You're reading my mind! I hate the thought of something as big/heavy/wasteful as a 3/4 ton truck for daily use but neither the wife nor I plan to slow down our camping schedule (for example this year we are taking the camper out 13 times, most of those will require a trip over a high pass) so it may be necessary. Until 2017 I had a separate 'daily driver' for driving to work but I got rid of it because it seemed unnecessary when I only work in the office 3 days a week and my commute is only 10 miles. If I end up with a 3/4 ton I'll probably have to figure a way to cut fuel costs, either by riding a motorcycle to work on nice days or driving the wife's CR-V since she doesn't work every day.
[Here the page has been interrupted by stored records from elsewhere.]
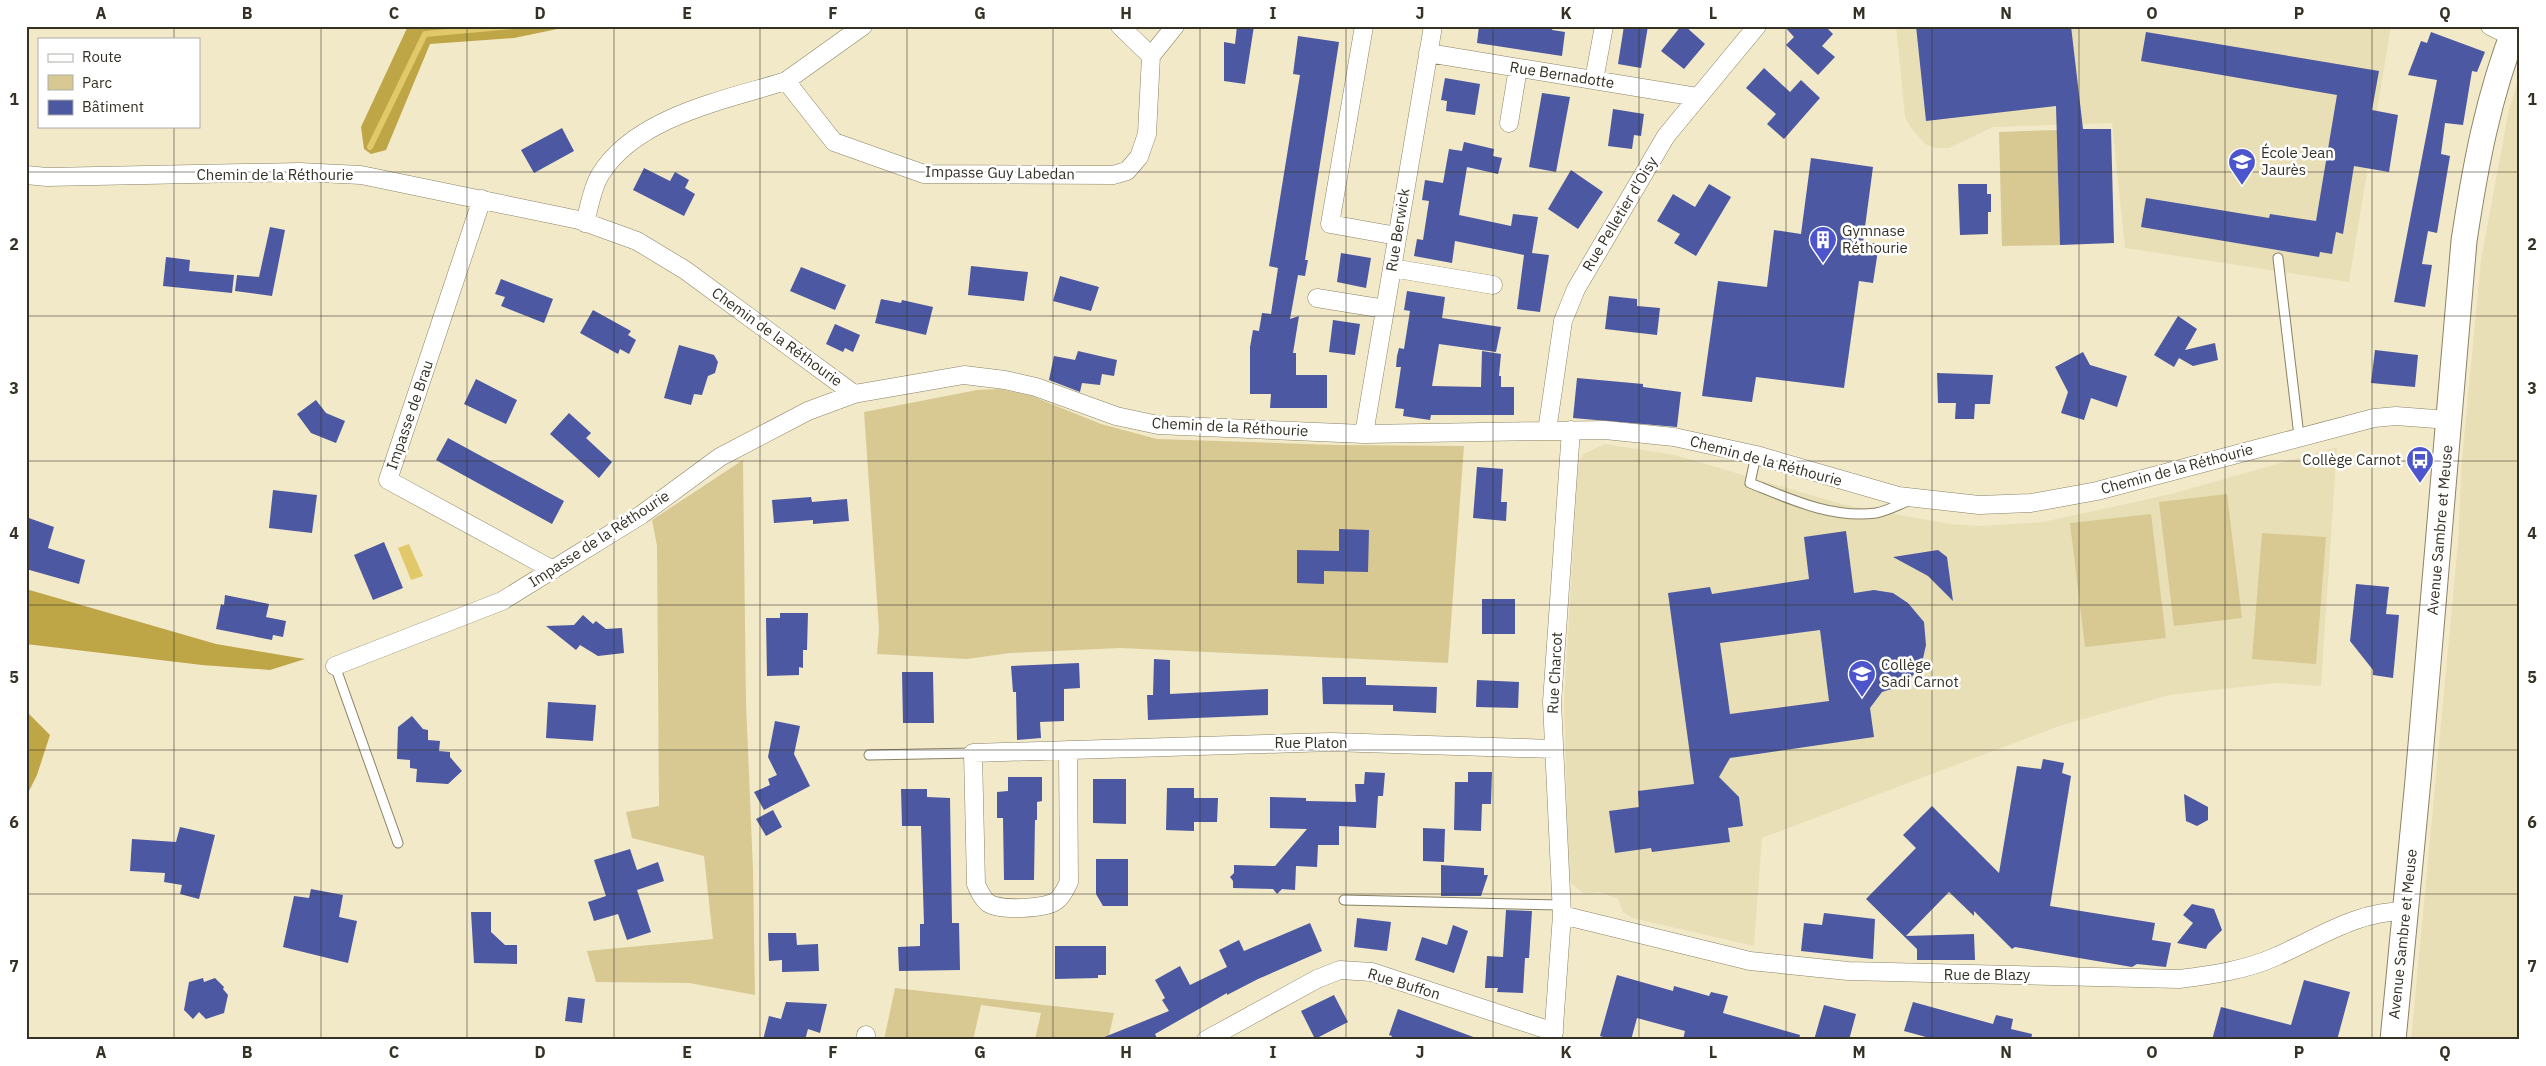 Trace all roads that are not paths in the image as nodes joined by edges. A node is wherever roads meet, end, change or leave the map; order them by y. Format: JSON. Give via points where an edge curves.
{"nodes":[{"id":1,"x":862,"y":26,"type":"edge"},
{"id":2,"x":1120,"y":26,"type":"edge"},
{"id":3,"x":1175,"y":26,"type":"edge"},
{"id":4,"x":1364,"y":26,"type":"edge"},
{"id":5,"x":1433,"y":26,"type":"edge"},
{"id":6,"x":1604,"y":26,"type":"edge"},
{"id":7,"x":1757,"y":26,"type":"edge"},
{"id":8,"x":2506,"y":30,"type":"edge"},
{"id":9,"x":1428,"y":53,"type":"junction"},
{"id":10,"x":1151,"y":56,"type":"junction"},
{"id":11,"x":1518,"y":68,"type":"junction"},
{"id":12,"x":1594,"y":80,"type":"junction"},
{"id":13,"x":786,"y":81,"type":"junction"},
{"id":14,"x":1697,"y":97,"type":"junction"},
{"id":15,"x":1509,"y":123,"type":"dead end"},
{"id":16,"x":26,"y":175,"type":"edge"},
{"id":17,"x":482,"y":199,"type":"junction"},
{"id":18,"x":585,"y":222,"type":"junction"},
{"id":19,"x":1397,"y":236,"type":"junction"},
{"id":20,"x":2278,"y":258,"type":"dead end"},
{"id":21,"x":1392,"y":268,"type":"junction"},
{"id":22,"x":1493,"y":285,"type":"dead end"},
{"id":23,"x":1317,"y":298,"type":"dead end"},
{"id":24,"x":1385,"y":309,"type":"junction"},
{"id":25,"x":854,"y":394,"type":"junction"},
{"id":26,"x":2449,"y":420,"type":"junction"},
{"id":27,"x":1571,"y":430,"type":"junction"},
{"id":28,"x":1547,"y":431,"type":"junction"},
{"id":29,"x":1364,"y":434,"type":"junction"},
{"id":30,"x":2300,"y":436,"type":"junction"},
{"id":31,"x":1756,"y":455,"type":"junction"},
{"id":32,"x":1915,"y":499,"type":"junction"},
{"id":33,"x":553,"y":570,"type":"junction"},
{"id":34,"x":335,"y":666,"type":"joint"},
{"id":35,"x":1554,"y":749,"type":"junction"},
{"id":36,"x":1068,"y":750,"type":"junction"},
{"id":37,"x":973,"y":754,"type":"junction"},
{"id":38,"x":869,"y":755,"type":"dead end"},
{"id":39,"x":398,"y":843,"type":"dead end"},
{"id":40,"x":1344,"y":900,"type":"dead end"},
{"id":41,"x":1561,"y":910,"type":"junction"},
{"id":42,"x":2406,"y":911,"type":"junction"},
{"id":43,"x":1553,"y":1036,"type":"edge"},
{"id":44,"x":1206,"y":1040,"type":"edge"},
{"id":45,"x":2393,"y":1040,"type":"edge"}],
"edges":[{"from":1,"to":13,"type":"street"},
{"from":2,"to":10,"type":"street"},
{"from":3,"to":10,"type":"street"},
{"from":4,"to":19,"type":"street","via":[[1330,224]]},
{"from":5,"to":9,"type":"street","name":"Rue Berwick"},
{"from":6,"to":12,"type":"street"},
{"from":7,"to":14,"type":"street","name":"Rue Pelletier d'Oisy"},
{"from":8,"to":26,"type":"street","name":"Avenue Sambre et Meuse","via":[[2474,174],[2464,241]]},
{"from":9,"to":11,"type":"street","name":"Rue Bernadotte"},
{"from":9,"to":19,"type":"street","name":"Rue Berwick"},
{"from":10,"to":13,"type":"street","name":"Impasse Guy Labedan","via":[[1147,134],[1139,158],[1126,171],[1113,175],[924,174],[834,142]]},
{"from":11,"to":12,"type":"street","name":"Rue Bernadotte"},
{"from":11,"to":15,"type":"street"},
{"from":12,"to":14,"type":"street","name":"Rue Bernadotte"},
{"from":13,"to":18,"type":"street","via":[[681,114],[624,146],[599,176]]},
{"from":14,"to":28,"type":"street","name":"Rue Pelletier d'Oisy","via":[[1666,136],[1576,289],[1563,320]]},
{"from":16,"to":17,"type":"street","name":"Chemin de la Réthourie","via":[[299,172],[361,175]]},
{"from":17,"to":18,"type":"street","name":"Chemin de la Réthourie"},
{"from":17,"to":33,"type":"street","name":"Impasse de Brau","via":[[388,480]]},
{"from":18,"to":25,"type":"street","name":"Chemin de la Réthourie","via":[[637,241],[685,270]]},
{"from":19,"to":21,"type":"street","name":"Rue Berwick"},
{"from":20,"to":30,"type":"lane"},
{"from":21,"to":22,"type":"street"},
{"from":21,"to":24,"type":"street","name":"Rue Berwick"},
{"from":23,"to":24,"type":"street"},
{"from":24,"to":29,"type":"street","name":"Rue Berwick"},
{"from":25,"to":29,"type":"street","name":"Chemin de la Réthourie","via":[[964,375],[1036,387],[1116,416],[1158,425]]},
{"from":25,"to":33,"type":"street","name":"Impasse de la Réthourie","via":[[808,411],[720,457],[641,515]]},
{"from":26,"to":30,"type":"street","name":"Chemin de la Réthourie","via":[[2396,416],[2374,418]]},
{"from":26,"to":42,"type":"street","name":"Avenue Sambre et Meuse"},
{"from":27,"to":28,"type":"street","name":"Chemin de la Réthourie"},
{"from":27,"to":31,"type":"street","name":"Chemin de la Réthourie","via":[[1674,437]]},
{"from":27,"to":35,"type":"street","name":"Rue Charcot","via":[[1552,702]]},
{"from":28,"to":29,"type":"street","name":"Chemin de la Réthourie"},
{"from":30,"to":32,"type":"street","name":"Chemin de la Réthourie","via":[[2097,491],[2048,500],[1979,505]]},
{"from":31,"to":32,"type":"street","name":"Chemin de la Réthourie"},
{"from":31,"to":32,"type":"lane","via":[[1750,483],[1805,505],[1846,514],[1877,513]]},
{"from":33,"to":34,"type":"street","name":"Impasse de la Réthourie","via":[[502,601]]},
{"from":34,"to":39,"type":"lane"},
{"from":35,"to":36,"type":"street","name":"Rue Platon","via":[[1332,742]]},
{"from":35,"to":41,"type":"street","name":"Rue Charcot"},
{"from":36,"to":37,"type":"street","name":"Rue Platon"},
{"from":36,"to":37,"type":"street","via":[[1069,882],[1055,902],[1043,907],[998,908],[980,895],[976,884]]},
{"from":37,"to":38,"type":"lane"},
{"from":40,"to":41,"type":"lane"},
{"from":41,"to":42,"type":"street","name":"Rue de Blazy","via":[[1750,961],[1848,971],[2179,979],[2212,975],[2275,957],[2343,922],[2370,914]]},
{"from":41,"to":43,"type":"street","name":"Rue Charcot"},
{"from":42,"to":45,"type":"street","name":"Avenue Sambre et Meuse"},
{"from":43,"to":44,"type":"street","name":"Rue Buffon","via":[[1372,972],[1340,970],[1317,979]]}]}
But before I do that, I'll likely try renting one for a week to see if it's practical.
 

XJLI

Adventurer
180k isn't a lot on that truck. If a transmission is your only failure point, I don't see it being a huge issue. I don't think your first rebuild was quality which is why it failed, and it sucks you had to pay $3500 for a new trans the second time bc of a bad situation. I'm on almost 150k on my original trans, and when the time comes its getting a beefy rebuild.. HD everything. If I was towing regularly I'd be in a modern heavy 1/2 ton with a 6, 8, or 10 speed with big gears or an older 3/4 ton. Is your trailer 3500lbs dry? Remember your payload as well, which I'm sure you're getting close to loaded up camping. That isn't a lot for a 1/2 ton per say, but its a lot for a 4L60, especially with a highway gear (not sure what your truck has).

BUT If you don't plan on slowing down your camping, you should get a bigger truck. My $.02. Leaves you open to upgrade the camper in the future too. And with that short of a commute I don't think a daily is necessary, but thats just me. I commute 50 miles a day in my 1500 @ 16 mpg. Buying a cheap commuter would take 2-3 years to break even and I like driving my truck. I'd find yourself a crewcab GMT900 Silverado with the 6.0 and 6 speed auto. Thats a bulletproof combo available way under your budget and the six speed is a little easier on fuel that the old four speed.
 

DaveInDenver

Middle Income Semi-Redneck
I hate the thought of something as big/heavy/wasteful as a 3/4 ton truck for daily use
Seems to me this is the conundrum because what you're asking of a 1/2 ton is too much. This time it could have been a bad rebuild but either way you're at the margin of what the truck can do.

Just my $0.02, you need a truck that can do what you ask of it and if that means you daily drive a 3/4 then that's the price you pay.

However, if you can swing it financially having a cheap daily driver would be nice not only to save gas and parking headache. When you beat up your truck like we do it's somewhat inevitable you'll break or at least require following the severe duty maintenance, requiring more down time between trips. So having a way to get around when the truck is down probably should be factored into budgeting.

Not to mention driving your truck on short trips and in traffic isn't doing it any favors either.

Generally speaking, I'm always in favor of knowing the issues. Yeah, the transmission is a real pain but at least you know the history of it and the truck. If I were in your shoes I'd probably try to figure out a way to fit a transmission for a 3/4 in that Suburban. I'm not at all familiar with GM but seems like that I'm betting someone has figured out.
 

XJLI

Adventurer
If I were in your shoes I'd probably try to figure out a way to fit a transmission for a 3/4 in that Suburban. I'm not at all familiar with GM but seems like that I'm betting someone has figured out.

Been done a few times, pretty sure there are 'kits' and harness available off the shelf. IMHO tho, a high end rebuild of the 4L60 is easier, cheaper, and overall a better idea. The 60 has a taller first gear than the 80 too.